Another thing I'm doing for the summer is the Summer Small Group with InterVarsity. We're studying the Book of Ecclesiastes, and for those who have no idea what that's all about... Basically, King Solomon is going through a midlife crisis. Instead of wanting a sports car and/or hot chicks (I mean, we're talking at least one of the richest guys in the region of that time--he already has it), he's meditating on life. And at first he's sounding pretty emo about it all--everything's pointless, it's all for nothing, etc. And then we find out that there's more to it. As we've studied, the main points we've found were:
- Don't act selfish because you can't take it with you
- The stuff you do down here might get ruined by your inheritors
- Working just for that paycheck isn't worth it--work for what you'll love.
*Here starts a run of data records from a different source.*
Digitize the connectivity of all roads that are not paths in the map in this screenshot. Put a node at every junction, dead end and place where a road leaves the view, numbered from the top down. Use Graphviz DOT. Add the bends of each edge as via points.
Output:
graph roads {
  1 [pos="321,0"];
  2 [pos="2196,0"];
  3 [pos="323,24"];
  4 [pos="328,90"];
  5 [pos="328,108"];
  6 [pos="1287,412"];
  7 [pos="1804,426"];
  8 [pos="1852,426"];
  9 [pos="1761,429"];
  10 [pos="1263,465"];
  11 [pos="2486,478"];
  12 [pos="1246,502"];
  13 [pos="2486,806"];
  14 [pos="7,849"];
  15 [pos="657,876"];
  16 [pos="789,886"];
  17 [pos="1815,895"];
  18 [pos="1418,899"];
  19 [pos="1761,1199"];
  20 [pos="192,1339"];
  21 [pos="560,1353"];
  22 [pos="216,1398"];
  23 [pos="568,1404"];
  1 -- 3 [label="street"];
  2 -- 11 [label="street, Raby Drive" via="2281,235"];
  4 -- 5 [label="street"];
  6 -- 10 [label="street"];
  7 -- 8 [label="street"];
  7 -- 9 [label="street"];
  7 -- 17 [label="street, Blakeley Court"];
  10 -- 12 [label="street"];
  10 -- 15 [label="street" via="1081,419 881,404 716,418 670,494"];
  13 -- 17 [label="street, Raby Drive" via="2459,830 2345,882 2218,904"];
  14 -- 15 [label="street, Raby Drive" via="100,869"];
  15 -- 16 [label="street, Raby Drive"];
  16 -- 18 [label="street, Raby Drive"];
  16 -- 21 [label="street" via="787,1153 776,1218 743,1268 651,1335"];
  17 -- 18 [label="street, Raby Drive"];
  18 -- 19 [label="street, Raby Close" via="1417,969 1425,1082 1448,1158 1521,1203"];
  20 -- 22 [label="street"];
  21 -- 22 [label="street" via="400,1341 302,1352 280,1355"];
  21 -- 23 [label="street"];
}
I can't even remember if I've posted anything on here about my Step-family or if I'm confusing it with one of the drafts--Lord knows I've got enough of them that I've never posted, some of which are past their relevancy date. So, when I call them my ex-stepfamily, it's because my dad divorced my ex-stepmother last year. But I'm mentioning this because, on Father's Day, I decided to call my dad. During the conversation, he mentioned that my (ex-) stepnephew Leavi (the son of one of my stepsisters, Jessica) moved to Atlanta with her and her boyfriend (not to mention that Jessica's pregnant with her boyfriends' kid) to go to high school there with hopes to get a basketball scholarship. I'm not going to pretend that Leavi and I are really close--about the only reason I care for him at a level higher than some random person I hear about is out of residual familial bonds, and I'll consider it a good sign if he feels the same--but I still count this as good news. My (ex-) stepbrother Luke, on the other hand, decided to drop out of High School and work for McDonald's. From what I've seen, he's never really liked school. On the one hand, at least he has a job (which, no matter what, is more than I can say) and I'm sure he has his reasons aside from not liking school--maybe his mother (my ex-stepmother) and him needed the money. On the other hand... I've always been raised with the idea that I'd go to High School, graduate, get to college and get at least a Master's Degree (and, really, just getting a Bachelor's Degree, in this economy, won't cut it). I've always been pretty smart--my grades were always sort of iffy, though. But I've never reached the point where I wanted to drop out. And I'll admit that, while I'm able to empathise with other people, that ability isn't as strong as it is with others. So, as a disclaimer, I know what I'm about to say might make me sound like a jerk, but...
I honestly have the tendency to believe that someone who's dropped out of High School, unless they've got a valid reason (economic issues, health issues, needing to take care of a family member, or bullying has reached a critical point) and/or have their life sufficiently together (stable source of income, their own home, etc), is probably lazy and/or incompetent. Yes, High School isn't easy, but it isn't meant to be easy and neither is poverty and lack of job advancement. And, unless you're really lucky, you can't go too far with just a High School Diploma--not having even that is a bad idea. If they ever decided to raise a family with that around their neck, it just wouldn't work too well. Of course, if I find out more about their circumstances, I might be more sympathetic. But if Luke really wants to make something of himself, having something more than a High School Diploma is essential.